▶ **Task goal**
Find how many lines in this data contain the string "Fonseca". Respond with only that number.
--- Material shown ---
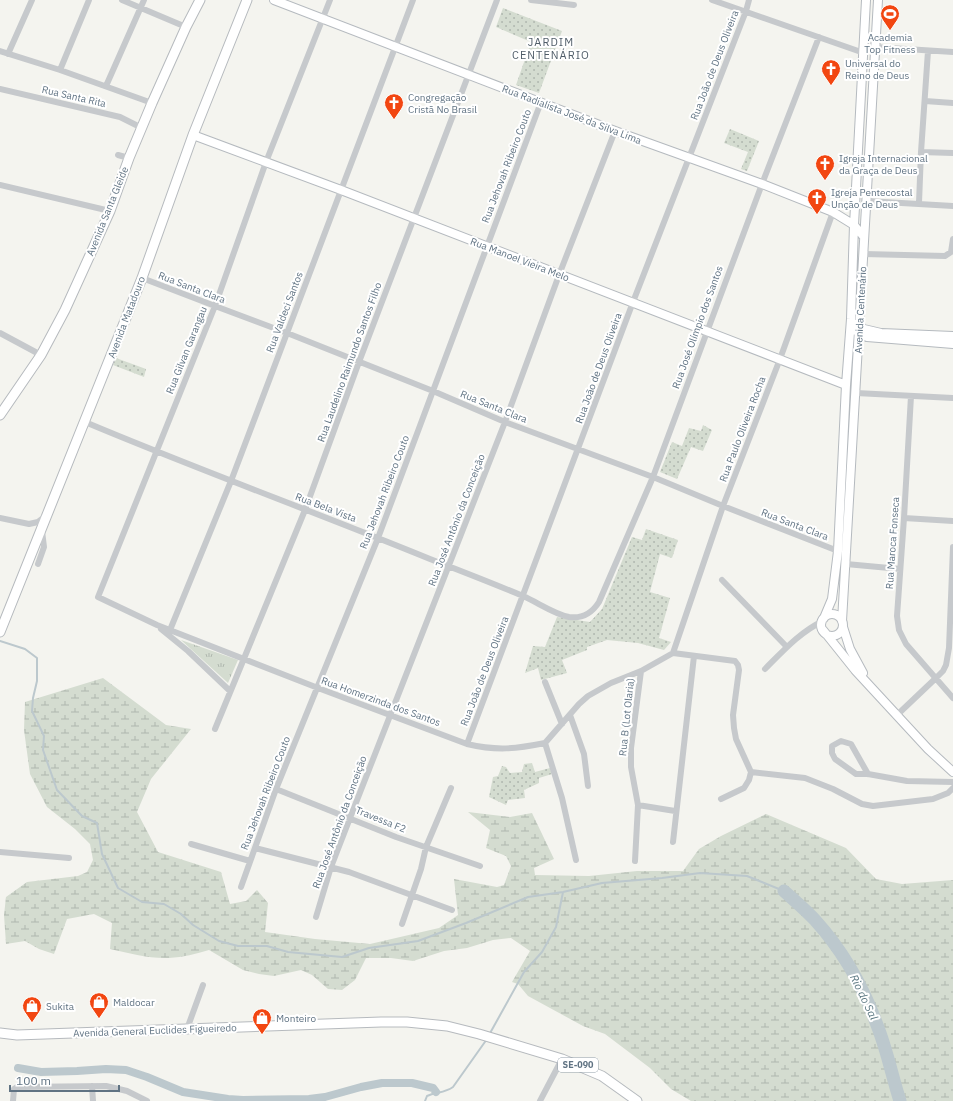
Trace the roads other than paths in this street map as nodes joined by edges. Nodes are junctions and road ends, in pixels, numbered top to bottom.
1 (32, 0) edge
2 (89, 0) edge
3 (122, 0) edge
4 (144, 0) edge
5 (200, 0) edge
6 (246, 0) edge
7 (274, 0) edge
8 (330, 0) edge
9 (413, 0) edge
10 (496, 0) edge
11 (532, 0) edge
12 (712, 0) edge
13 (749, 0) edge
14 (866, 1) edge
15 (878, 1) edge
16 (574, 5) dead end
17 (141, 8) junction
18 (746, 11) junction
19 (324, 18) junction
20 (186, 27) junction
21 (819, 37) junction
22 (395, 46) junction
23 (875, 47) junction
24 (0, 51) edge
25 (928, 51) junction
26 (953, 52) edge
27 (864, 53) junction
28 (8, 54) junction
29 (60, 70) junction
30 (468, 74) junction
31 (106, 86) junction
32 (0, 89) edge
33 (925, 101) junction
34 (541, 102) junction
35 (152, 103) junction
36 (953, 103) edge
37 (142, 128) junction
38 (615, 131) junction
39 (193, 135) junction
40 (921, 152) junction
41 (953, 153) edge
42 (118, 155) dead end
43 (688, 157) junction
44 (129, 158) junction
45 (266, 162) junction
46 (762, 184) junction
47 (0, 185) edge
48 (341, 190) junction
49 (867, 201) junction
50 (919, 203) junction
51 (953, 206) edge
52 (110, 211) junction
53 (833, 212) junction
54 (414, 218) junction
55 (854, 225) junction
56 (864, 237) junction
57 (953, 239) edge
58 (487, 247) junction
59 (864, 254) junction
60 (559, 275) junction
61 (142, 278) junction
62 (633, 302) junction
63 (215, 306) junction
64 (855, 326) junction
65 (706, 332) junction
66 (0, 333) edge
67 (287, 333) junction
68 (953, 336) edge
69 (953, 344) edge
70 (42, 355) junction
71 (780, 359) junction
72 (359, 362) junction
73 (846, 385) junction
74 (433, 391) junction
75 (856, 393) junction
76 (910, 396) junction
77 (953, 398) edge
78 (0, 415) edge
79 (85, 422) junction
80 (505, 422) junction
81 (578, 449) junction
82 (155, 452) junction
83 (653, 476) junction
84 (230, 481) junction
85 (723, 506) junction
86 (305, 510) junction
87 (46, 516) junction
88 (0, 518) edge
89 (904, 518) junction
90 (953, 521) edge
91 (42, 530) junction
92 (378, 538) junction
93 (953, 547) edge
94 (838, 551) junction
95 (953, 560) edge
96 (38, 564) dead end
97 (846, 564) junction
98 (449, 566) junction
99 (900, 569) junction
100 (722, 580) dead end
101 (523, 596) junction
102 (98, 597) joint
103 (582, 617) joint
104 (824, 619) junction
105 (843, 624) junction
106 (157, 625) junction
107 (170, 630) junction
108 (823, 630) junction
109 (0, 631) edge
110 (787, 647) junction
111 (673, 653) junction
112 (694, 656) junction
113 (244, 659) junction
114 (765, 668) dead end
115 (641, 671) junction
116 (936, 678) junction
117 (545, 682) dead end
118 (318, 688) junction
119 (875, 690) junction
120 (230, 691) junction
121 (953, 698) edge
122 (391, 715) junction
123 (570, 715) junction
124 (897, 715) junction
125 (562, 724) junction
126 (215, 729) dead end
127 (545, 743) junction
128 (467, 744) junction
129 (751, 772) junction
130 (953, 772) edge
131 (868, 774) junction
132 (953, 782) edge
133 (588, 786) dead end
134 (276, 788) junction
135 (451, 788) dead end
136 (953, 788) edge
137 (721, 799) dead end
138 (638, 805) junction
139 (675, 811) junction
140 (350, 818) junction
141 (673, 842) dead end
142 (191, 844) dead end
143 (426, 847) junction
144 (255, 848) junction
145 (0, 852) edge
146 (69, 858) dead end
147 (576, 860) dead end
148 (250, 861) junction
149 (635, 862) dead end
150 (480, 866) dead end
151 (331, 867) junction
152 (241, 887) dead end
153 (411, 896) junction
154 (452, 910) dead end
155 (316, 917) dead end
156 (402, 924) dead end
157 (203, 985) dead end
158 (187, 1029) junction
159 (0, 1033) edge
160 (17, 1035) junction
161 (0, 1038) edge
162 (562, 1059) junction
163 (92, 1086) junction
164 (13, 1101) edge
165 (93, 1101) edge
166 (146, 1101) edge
167 (540, 1101) edge
168 (637, 1101) edge

1 - 28 street
2 - 29 street
3 - 17 street
4 - 17 street
5 - 20 main road, Avenida Santa Gleide
6 - 39 main road, Avenida Matadouro
7 - 19 street, Rua Radialista José da Silva Lima
8 - 19 street, Rua Gilvan Garangau
9 - 22 street, Rua Valdeci Santos
10 - 30 street, Rua Laudelino Raimundo Santos Filho
11 - 16 street
12 - 18 street
13 - 18 street, Rua João de Deus Oliveira
14 - 15 street
14 - 27 street, Avenida Centenário
15 - 23 street, Avenida Centenário
17 - 20 street
17 - 31 street
18 - 21 street
18 - 43 street, Rua João de Deus Oliveira
19 - 22 street, Rua Radialista José da Silva Lima
19 - 45 street, Rua Gilvan Garangau
20 - 35 main road, Avenida Santa Gleide
21 - 27 street
21 - 46 street, Rua José Olímpio dos Santos
22 - 30 street, Rua Radialista José da Silva Lima
22 - 48 street, Rua Valdeci Santos
23 - 25 street
23 - 49 street, Avenida Centenário
24 - 28 street
25 - 26 street
25 - 33 street
27 - 55 street, Avenida Centenário
28 - 29 street
29 - 31 street
30 - 34 street, Rua Radialista José da Silva Lima
30 - 54 street, Rua Laudelino Raimundo Santos Filho
31 - 35 street
32 - 37 street, Rua Santa Rita
33 - 36 street
33 - 40 street
34 - 38 street, Rua Radialista José da Silva Lima
34 - 58 street, Rua Jehovah Ribeiro Couto
35 - 37 main road, Avenida Santa Gleide
37 - 44 main road, Avenida Santa Gleide
38 - 43 street, Rua Radialista José da Silva Lima
38 - 60 street, Rua José Antônio da Conceição
39 - 45 street, Rua Manoel Vieira Melo
39 - 61 main road, Avenida Matadouro
40 - 41 street
40 - 50 street
42 - 44 street
43 - 46 street, Rua Radialista José da Silva Lima
43 - 62 street, Rua João de Deus Oliveira
44 - 52 main road, Avenida Santa Gleide
45 - 48 street, Rua Manoel Vieira Melo
45 - 63 street, Rua Gilvan Garangau
46 - 53 street, Rua Radialista José da Silva Lima
46 - 65 street, Rua José Olímpio dos Santos
47 - 52 street
48 - 54 street, Rua Manoel Vieira Melo
48 - 67 street, Rua Valdeci Santos
49 - 50 street
49 - 56 street, Avenida Centenário
50 - 51 street
52 - 70 main road, Avenida Santa Gleide
53 - 55 street, Rua Radialista José da Silva Lima
53 - 71 street, Rua Paulo Oliveira Rocha
54 - 58 street, Rua Manoel Vieira Melo
54 - 72 street, Rua Laudelino Raimundo Santos Filho
55 - 56 street, Rua Radialista José da Silva Lima
55 - 64 street, Avenida Centenário
56 - 59 street, Avenida Centenário
57 - 59 street
58 - 60 street, Rua Manoel Vieira Melo
58 - 74 street, Rua Jehovah Ribeiro Couto
59 - 64 street, Avenida Centenário
60 - 62 street, Rua Manoel Vieira Melo
60 - 80 street, Rua José Antônio da Conceição
61 - 63 street, Rua Santa Clara
61 - 79 main road, Avenida Matadouro
62 - 65 street, Rua Manoel Vieira Melo
62 - 81 street, Rua João de Deus Oliveira
63 - 67 street, Rua Santa Clara
63 - 82 street, Rua Gilvan Garangau
64 - 68 street
64 - 69 street
64 - 73 street, Avenida Centenário
64 - 75 street, Avenida Centenário
65 - 71 street, Rua Manoel Vieira Melo
65 - 83 street, Rua José Olímpio dos Santos
66 - 70 street
67 - 72 street, Rua Santa Clara
67 - 84 street, Rua Valdeci Santos
70 - 78 main road, Avenida Santa Gleide
71 - 73 street, Rua Manoel Vieira Melo
71 - 85 street, Rua Paulo Oliveira Rocha
72 - 74 street, Rua Santa Clara
72 - 86 street, Rua Laudelino Raimundo Santos Filho
73 - 94 street, Avenida Centenário
74 - 80 street, Rua Santa Clara
74 - 92 street, Rua Jehovah Ribeiro Couto
75 - 76 street
75 - 97 street, Avenida Centenário
76 - 77 street
76 - 89 street, Rua Maroca Fonseca
79 - 82 street, Rua Bela Vista
79 - 87 main road, Avenida Matadouro
80 - 81 street, Rua Santa Clara
80 - 98 street, Rua José Antônio da Conceição
81 - 83 street, Rua Santa Clara
81 - 101 street, Rua João de Deus Oliveira
82 - 84 street, Rua Bela Vista
82 - 102 street, Rua Gilvan Garangau
83 - 85 street, Rua Santa Clara
83 - 103 street, Rua José Olímpio dos Santos
84 - 86 street, Rua Bela Vista
84 - 107 street, Rua Valdeci Santos
85 - 94 street, Rua Santa Clara
85 - 111 street, Rua Paulo Oliveira Rocha
86 - 92 street, Rua Bela Vista
86 - 113 street, Rua Laudelino Raimundo Santos Filho
87 - 88 street
87 - 91 main road, Avenida Matadouro
89 - 90 street
89 - 99 street, Rua Maroca Fonseca
91 - 96 street
91 - 109 main road, Avenida Matadouro
92 - 98 street, Rua Bela Vista
92 - 118 street, Rua Jehovah Ribeiro Couto
93 - 95 street
94 - 104 street, Avenida Centenário
95 - 116 street
97 - 99 street
97 - 105 street, Avenida Centenário
98 - 101 street, Rua Bela Vista
98 - 122 street, Rua José Antônio da Conceição
99 - 116 street, Rua Maroca Fonseca
100 - 110 street
101 - 103 street, Rua Bela Vista
101 - 128 street, Rua João de Deus Oliveira
102 - 106 street, Rua Homerzinda dos Santos
104 - 105 street
104 - 108 street, Avenida Centenário
104 - 110 street
105 - 108 street
105 - 119 street
106 - 107 street, Rua Homerzinda dos Santos
106 - 120 street, Rua Homerzinda dos Santos
107 - 113 street, Rua Homerzinda dos Santos
108 - 119 street
110 - 114 street
111 - 112 street
111 - 115 street
112 - 129 street
112 - 139 street
113 - 118 street, Rua Homerzinda dos Santos
113 - 120 street, Rua Laudelino Raimundo Santos Filho
115 - 123 street
115 - 138 street, Rua B (Lot Olaria)
116 - 121 street, Rua Maroca Fonseca
116 - 124 street
117 - 125 street
118 - 122 street, Rua Homerzinda dos Santos
118 - 134 street, Rua Jehovah Ribeiro Couto
119 - 124 street
120 - 126 street, Rua Laudelino Raimundo Santos Filho
122 - 128 street, Rua Homerzinda dos Santos
122 - 140 street, Rua José Antônio da Conceição
123 - 125 street
123 - 133 street
124 - 130 street
125 - 127 street
127 - 128 street, Rua Homerzinda dos Santos
127 - 147 street
129 - 136 street
129 - 137 street
131 - 131 street
131 - 132 street
134 - 140 street, Travessa F2
134 - 144 street, Rua Jehovah Ribeiro Couto
135 - 143 street
138 - 139 street
138 - 149 street, Rua B (Lot Olaria)
139 - 141 street
140 - 143 street, Travessa F2
140 - 151 street, Rua José Antônio da Conceição
142 - 148 street
143 - 150 street, Travessa F2
143 - 153 street
144 - 148 street, Rua Jehovah Ribeiro Couto
144 - 151 street
145 - 146 street
148 - 152 street, Rua Jehovah Ribeiro Couto
151 - 153 street
151 - 155 street, Rua José Antônio da Conceição
153 - 154 street
153 - 156 street
157 - 158 street
158 - 160 main road, Avenida General Euclides Figueiredo / SE-090
158 - 162 main road, Avenida General Euclides Figueiredo / SE-090
159 - 160 main road, Avenida General Euclides Figueiredo / SE-090
160 - 161 main road, Avenida General Euclides Figueiredo / SE-090
162 - 167 street
162 - 168 main road, Avenida General Euclides Figueiredo / SE-090
163 - 164 street
163 - 165 street
163 - 166 street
---
▶ **Response for this exercise**
4